Many thought the Ferrari would be the car to beat here.

Many thought the Ferrari would be the car to beat here. Credit: Alessio Morgese/NurPhoto via Getty Images

And so it proved on Friday during free practice 1 and 2, with the red cars topping the time sheets. But the 19-year-old Italian sensation Kimi Antonelli had something to say about that on Saturday, pipping both Ferraris to the top of FP3 with a lap time of 1:12.720—still almost four seconds slower than last year’s fastest lap, a record that should stand for some time.

The car balance the Ferrari pair had found on Friday wasn’t quite there the following day, and the best that Hamilton and Leclerc could do was third and fourth, with Max Verstappen in second, just a few hundredths of a second slower than Antonelli’s Mercedes when it really counted.

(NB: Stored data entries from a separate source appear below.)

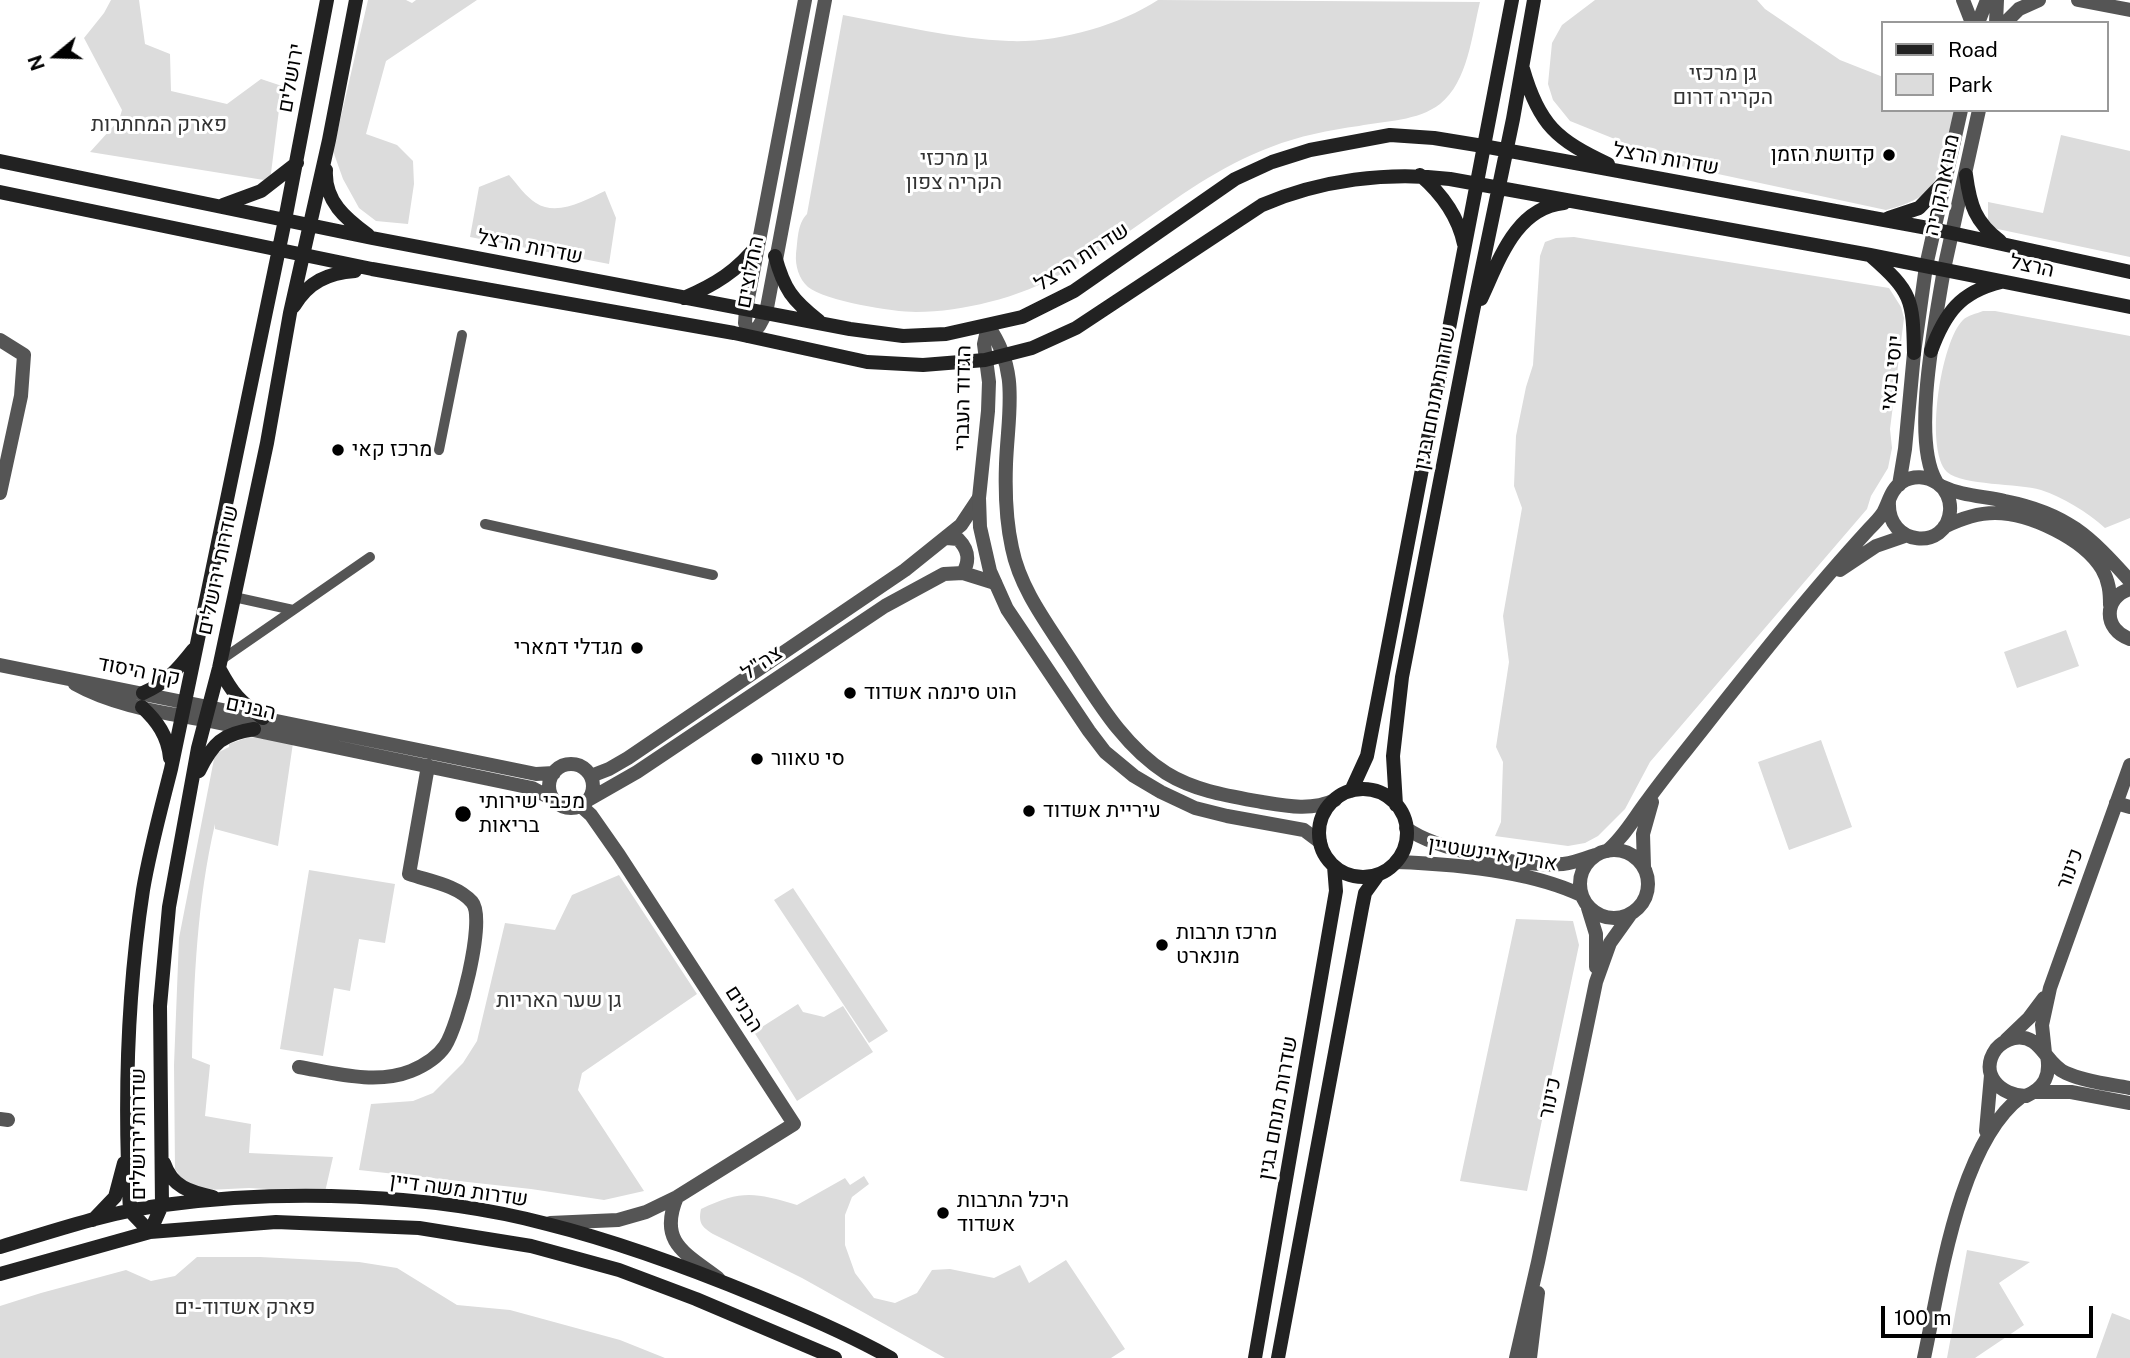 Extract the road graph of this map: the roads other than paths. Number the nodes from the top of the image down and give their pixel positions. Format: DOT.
graph roads {
  1 [pos="327,0"];
  2 [pos="356,0"];
  3 [pos="805,0"];
  4 [pos="825,0"];
  5 [pos="1510,0"];
  6 [pos="1534,0"];
  7 [pos="1963,0"];
  8 [pos="1987,0"];
  9 [pos="1997,0"];
  10 [pos="2039,0"];
  11 [pos="2078,0"];
  12 [pos="2130,10"];
  13 [pos="1971,21"];
  14 [pos="1979,21"];
  15 [pos="1996,21"];
  16 [pos="2007,21"];
  17 [pos="1522,65"];
  18 [pos="1961,112"];
  19 [pos="1979,112"];
  20 [pos="329,140"];
  21 [pos="1483,146"];
  22 [pos="1507,151"];
  23 [pos="0,161"];
  24 [pos="297,163"];
  25 [pos="1625,173"];
  26 [pos="1420,175"];
  27 [pos="1966,175"];
  28 [pos="1944,182"];
  29 [pos="1477,183"];
  30 [pos="1499,188"];
  31 [pos="0,192"];
  32 [pos="1573,202"];
  33 [pos="218,206"];
  34 [pos="285,220"];
  35 [pos="1883,220"];
  36 [pos="310,225"];
  37 [pos="1933,229"];
  38 [pos="1953,233"];
  39 [pos="372,238"];
  40 [pos="758,244"];
  41 [pos="2003,244"];
  42 [pos="1465,248"];
  43 [pos="279,251"];
  44 [pos="303,255"];
  45 [pos="1870,255"];
  46 [pos="775,256"];
  47 [pos="1926,266"];
  48 [pos="372,269"];
  49 [pos="1944,269"];
  50 [pos="2130,272"];
  51 [pos="2003,281"];
  52 [pos="683,298"];
  53 [pos="2130,307"];
  54 [pos="746,309"];
  55 [pos="290,313"];
  56 [pos="766,313"];
  57 [pos="1472,316"];
  58 [pos="823,324"];
  59 [pos="988,326"];
  60 [pos="462,335"];
  61 [pos="749,336"];
  62 [pos="0,340"];
  63 [pos="1931,351"];
  64 [pos="1914,353"];
  65 [pos="1005,356"];
  66 [pos="985,360"];
  67 [pos="439,450"];
  68 [pos="1938,484"];
  69 [pos="1899,485"];
  70 [pos="0,493"];
  71 [pos="979,498"];
  72 [pos="1889,501"];
  73 [pos="485,524"];
  74 [pos="1944,527"];
  75 [pos="1905,536"];
  76 [pos="947,538"];
  77 [pos="369,557"];
  78 [pos="963,573"];
  79 [pos="713,575"];
  80 [pos="2130,580"];
  81 [pos="995,583"];
  82 [pos="1820,586"];
  83 [pos="2130,589"];
  84 [pos="234,597"];
  85 [pos="2110,605"];
  86 [pos="293,610"];
  87 [pos="2126,637"];
  88 [pos="196,646"];
  89 [pos="2130,649"];
  90 [pos="220,664"];
  91 [pos="0,665"];
  92 [pos="143,700"];
  93 [pos="183,708"];
  94 [pos="206,713"];
  95 [pos="258,724"];
  96 [pos="2130,765"];
  97 [pos="428,766"];
  98 [pos="171,769"];
  99 [pos="554,773"];
  100 [pos="1668,773"];
  101 [pos="591,776"];
  102 [pos="192,785"];
  103 [pos="1351,791"];
  104 [pos="1335,800"];
  105 [pos="556,801"];
  106 [pos="584,803"];
  107 [pos="1396,805"];
  108 [pos="2123,805"];
  109 [pos="1406,828"];
  110 [pos="1320,842"];
  111 [pos="1602,853"];
  112 [pos="1396,862"];
  113 [pos="1334,866"];
  114 [pos="1644,867"];
  115 [pos="1378,874"];
  116 [pos="1584,900"];
  117 [pos="1630,915"];
  118 [pos="1595,982"];
  119 [pos="2050,988"];
  120 [pos="2002,1043"];
  121 [pos="2046,1055"];
  122 [pos="299,1067"];
  123 [pos="1991,1073"];
  124 [pos="2130,1088"];
  125 [pos="2029,1094"];
  126 [pos="2130,1102"];
  127 [pos="127,1144"];
  128 [pos="1983,1146"];
  129 [pos="160,1147"];
  130 [pos="677,1197"];
  131 [pos="224,1199"];
  132 [pos="163,1205"];
  133 [pos="130,1211"];
  134 [pos="93,1220"];
  135 [pos="1546,1222"];
  136 [pos="545,1223"];
  137 [pos="150,1233"];
  138 [pos="0,1247"];
  139 [pos="0,1274"];
  140 [pos="723,1282"];
  141 [pos="835,1358"];
  142 [pos="891,1358"];
  143 [pos="1255,1358"];
  144 [pos="1279,1358"];
  145 [pos="1516,1358"];
  146 [pos="1530,1358"];
  147 [pos="1924,1358"];
  1 -- 24 [label="main road, ירושלים"];
  2 -- 20 [label="main road, שדרות ירושלים"];
  3 -- 40 [label="street, החלוצים"];
  4 -- 46 [label="street, החלוצים"];
  5 -- 21 [label="main road, שדרות מנחם בגין"];
  6 -- 17 [label="main road, שדרות מנחם בגין"];
  7 -- 13 [label="street"];
  8 -- 14 [label="street"];
  9 -- 15 [label="street"];
  10 -- 16 [label="street"];
  11 -- 12 [label="street"];
  17 -- 22 [label="main road, שדרות מנחם בגין"];
  17 -- 25 [label="main road"];
  18 -- 28 [label="street, מבוא הקריה"];
  19 -- 27 [label="street, מבוא הקריה"];
  20 -- 36 [label="main road, שדרות ירושלים"];
  20 -- 39 [label="main road"];
  21 -- 22 [label="main road, שדרות הרצל"];
  21 -- 29 [label="main road, שדרות מנחם בגין"];
  21 -- 59 [label="main road, שדרות הרצל"];
  22 -- 25 [label="main road, שדרות הרצל"];
  22 -- 30 [label="main road, שדרות מנחם בגין"];
  23 -- 33 [label="main road, שדרות הרצל"];
  24 -- 33 [label="main road"];
  24 -- 34 [label="main road, שדרות ירושלים"];
  25 -- 35 [label="main road, שדרות הרצל"];
  26 -- 29 [label="main road"];
  26 -- 42 [label="main road"];
  26 -- 65 [label="main road"];
  27 -- 38 [label="street, מבוא הקריה"];
  27 -- 41 [label="main road"];
  28 -- 35 [label="main road"];
  28 -- 37 [label="street, מבוא הקריה"];
  29 -- 30 [label="main road"];
  29 -- 42 [label="main road, שדרות מנחם בגין"];
  30 -- 32 [label="main road"];
  30 -- 57 [label="main road, שדרות מנחם בגין"];
  31 -- 43 [label="main road"];
  32 -- 45 [label="main road"];
  32 -- 57 [label="main road"];
  33 -- 34 [label="main road, שדרות הרצל"];
  34 -- 36 [label="main road, שדרות הרצל"];
  34 -- 43 [label="main road, שדרות ירושלים"];
  35 -- 37 [label="main road, שדרות הרצל"];
  36 -- 39 [label="main road, שדרות הרצל"];
  36 -- 44 [label="main road, שדרות ירושלים"];
  37 -- 38 [label="main road, שדרות הרצל"];
  37 -- 47 [label="street, מבוא הקריה"];
  38 -- 41 [label="main road, שדרות הרצל"];
  38 -- 49 [label="street, מבוא הקריה"];
  39 -- 52 [label="main road, שדרות הרצל"];
  40 -- 52 [label="main road"];
  40 -- 54 [label="street, החלוצים"];
  41 -- 50 [label="main road, הרצל"];
  42 -- 103 [label="main road, שדרות מנחם בגין"];
  43 -- 44 [label="main road"];
  43 -- 88 [label="main road, שדרות ירושלים"];
  44 -- 48 [label="main road"];
  44 -- 55 [label="main road, שדרות ירושלים"];
  45 -- 47 [label="main road"];
  45 -- 64 [label="main road"];
  46 -- 56 [label="street, החלוצים"];
  46 -- 58 [label="main road"];
  47 -- 49 [label="main road, הרצל"];
  47 -- 64 [label="street, יוסי בנאי"];
  48 -- 55 [label="main road"];
  48 -- 61 [label="main road"];
  49 -- 51 [label="main road, הרצל"];
  49 -- 63 [label="street, יוסי בנאי"];
  51 -- 53 [label="main road, הרצל"];
  51 -- 63 [label="main road"];
  52 -- 54 [label="main road, שדרות הרצל"];
  54 -- 56 [label="main road, שדרות הרצל"];
  54 -- 61 [label="street, החלוצים"];
  55 -- 84 [label="main road, שדרות ירושלים"];
  56 -- 58 [label="main road, שדרות הרצל"];
  56 -- 61 [label="street, החלוצים"];
  57 -- 107 [label="main road, שדרות מנחם בגין"];
  58 -- 59 [label="main road, שדרות הרצל"];
  59 -- 65 [label="street, הגדוד העברי"];
  59 -- 66 [label="street, הגדוד העברי"];
  60 -- 67 [label="street"];
  61 -- 66 [label="main road"];
  62 -- 70 [label="street"];
  63 -- 68 [label="street, יוסי בנאי"];
  64 -- 69 [label="street, יוסי בנאי"];
  65 -- 66 [label="main road"];
  65 -- 104 [label="street, הגדוד העברי"];
  66 -- 71 [label="street, הגדוד העברי"];
  68 -- 69 [label="street"];
  68 -- 74 [label="street"];
  68 -- 80 [label="street"];
  69 -- 72 [label="street"];
  71 -- 76 [label="street, צה\"ל"];
  71 -- 81 [label="street, הגדוד העברי"];
  72 -- 75 [label="street"];
  72 -- 82 [label="street"];
  73 -- 79 [label="street"];
  74 -- 75 [label="street"];
  74 -- 85 [label="street"];
  75 -- 82 [label="street"];
  76 -- 78 [label="street"];
  76 -- 101 [label="street, צה\"ל"];
  77 -- 86 [label="street"];
  78 -- 81 [label="street"];
  78 -- 106 [label="street, צה\"ל"];
  81 -- 110 [label="street, הגדוד העברי"];
  82 -- 100 [label="street"];
  83 -- 85 [label="street"];
  84 -- 86 [label="street"];
  84 -- 90 [label="main road, שדרות ירושלים"];
  85 -- 87 [label="street"];
  86 -- 90 [label="street"];
  87 -- 89 [label="street"];
  88 -- 92 [label="main road"];
  88 -- 93 [label="main road, שדרות ירושלים"];
  90 -- 94 [label="main road, שדרות ירושלים"];
  90 -- 95 [label="main road"];
  91 -- 92 [label="street, קרן היסוד"];
  92 -- 93 [label="street, קרן היסוד"];
  92 -- 98 [label="main road"];
  93 -- 94 [label="street, קרן היסוד"];
  93 -- 98 [label="main road, שדרות ירושלים"];
  94 -- 95 [label="street, הבנים"];
  94 -- 102 [label="main road, שדרות ירושלים"];
  95 -- 97 [label="street, הבנים"];
  95 -- 99 [label="street, הבנים"];
  95 -- 102 [label="main road"];
  96 -- 108 [label="street, כינור"];
  97 -- 105 [label="street, הבנים"];
  97 -- 122 [label="street"];
  98 -- 127 [label="main road, שדרות ירושלים"];
  99 -- 101 [label="street"];
  99 -- 105 [label="street"];
  100 -- 111 [label="street"];
  100 -- 114 [label="street"];
  101 -- 106 [label="street"];
  102 -- 129 [label="main road, שדרות ירושלים"];
  103 -- 104 [label="main road"];
  103 -- 107 [label="main road"];
  104 -- 110 [label="main road"];
  105 -- 106 [label="street"];
  106 -- 130 [label="street, הבנים"];
  107 -- 109 [label="main road"];
  108 -- 119 [label="street, כינור"];
  109 -- 111 [label="street, אריק איינשטיין"];
  109 -- 112 [label="main road"];
  110 -- 113 [label="main road"];
  111 -- 114 [label="street"];
  111 -- 116 [label="street"];
  112 -- 115 [label="main road"];
  112 -- 116 [label="street, אריק איינשטיין"];
  113 -- 115 [label="main road"];
  113 -- 143 [label="main road, שדרות מנחם בגין"];
  114 -- 117 [label="street"];
  115 -- 144 [label="main road"];
  116 -- 117 [label="street"];
  116 -- 118 [label="street, כינור"];
  117 -- 118 [label="street, כינור"];
  118 -- 135 [label="street, כינור"];
  119 -- 120 [label="street, כינור"];
  119 -- 121 [label="street, כינור"];
  120 -- 121 [label="street"];
  120 -- 123 [label="street"];
  121 -- 124 [label="street"];
  121 -- 125 [label="street"];
  123 -- 125 [label="street"];
  123 -- 128 [label="street"];
  125 -- 126 [label="street"];
  125 -- 128 [label="street"];
  127 -- 133 [label="main road, שדרות ירושלים"];
  127 -- 134 [label="main road"];
  128 -- 147 [label="street"];
  129 -- 131 [label="main road"];
  129 -- 132 [label="main road, שדרות ירושלים"];
  130 -- 136 [label="street, הבנים"];
  130 -- 140 [label="street"];
  131 -- 132 [label="main road, שדרות משה דיין"];
  131 -- 136 [label="main road, שדרות משה דיין"];
  132 -- 133 [label="main road, שדרות משה דיין"];
  132 -- 137 [label="main road, שדרות ירושלים"];
  133 -- 134 [label="main road, שדרות משה דיין"];
  133 -- 137 [label="main road, שדרות ירושלים"];
  134 -- 138 [label="main road, שדרות משה דיין"];
  135 -- 145 [label="street, כינור"];
  135 -- 146 [label="street, כינור"];
  136 -- 140 [label="main road, שדרות משה דיין"];
  137 -- 139 [label="main road, שדרות משה דיין"];
  137 -- 141 [label="main road, שדרות משה דיין"];
  140 -- 142 [label="main road, שדרות משה דיין"];
}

After four wins on the trot, the young Mercedes driver was staring at the likelihood of a fifth.

That came true on Sunday, with a lights-to-flag victory that included setting the fastest lap. Verstappen’s day ended almost as soon as it began, with a power unit failure that saw him limp off the line and then retire, thankfully with no one crashing into him. Robbed of a chance to see Verstappen harry Antonelli with hopes of him making a mistake, all eyes turned to Hamilton.

After several years where he didn’t really gel with the ground effect cars, topped off by a terrible 2025 at Ferrari, Hamilton appears to have found his feet again and is much more competitive, but he had nothing for the Mercedes, which stretched out a lead and maintained it until the crumbling track surface at the final corner threw some uncertainty into the proceedings.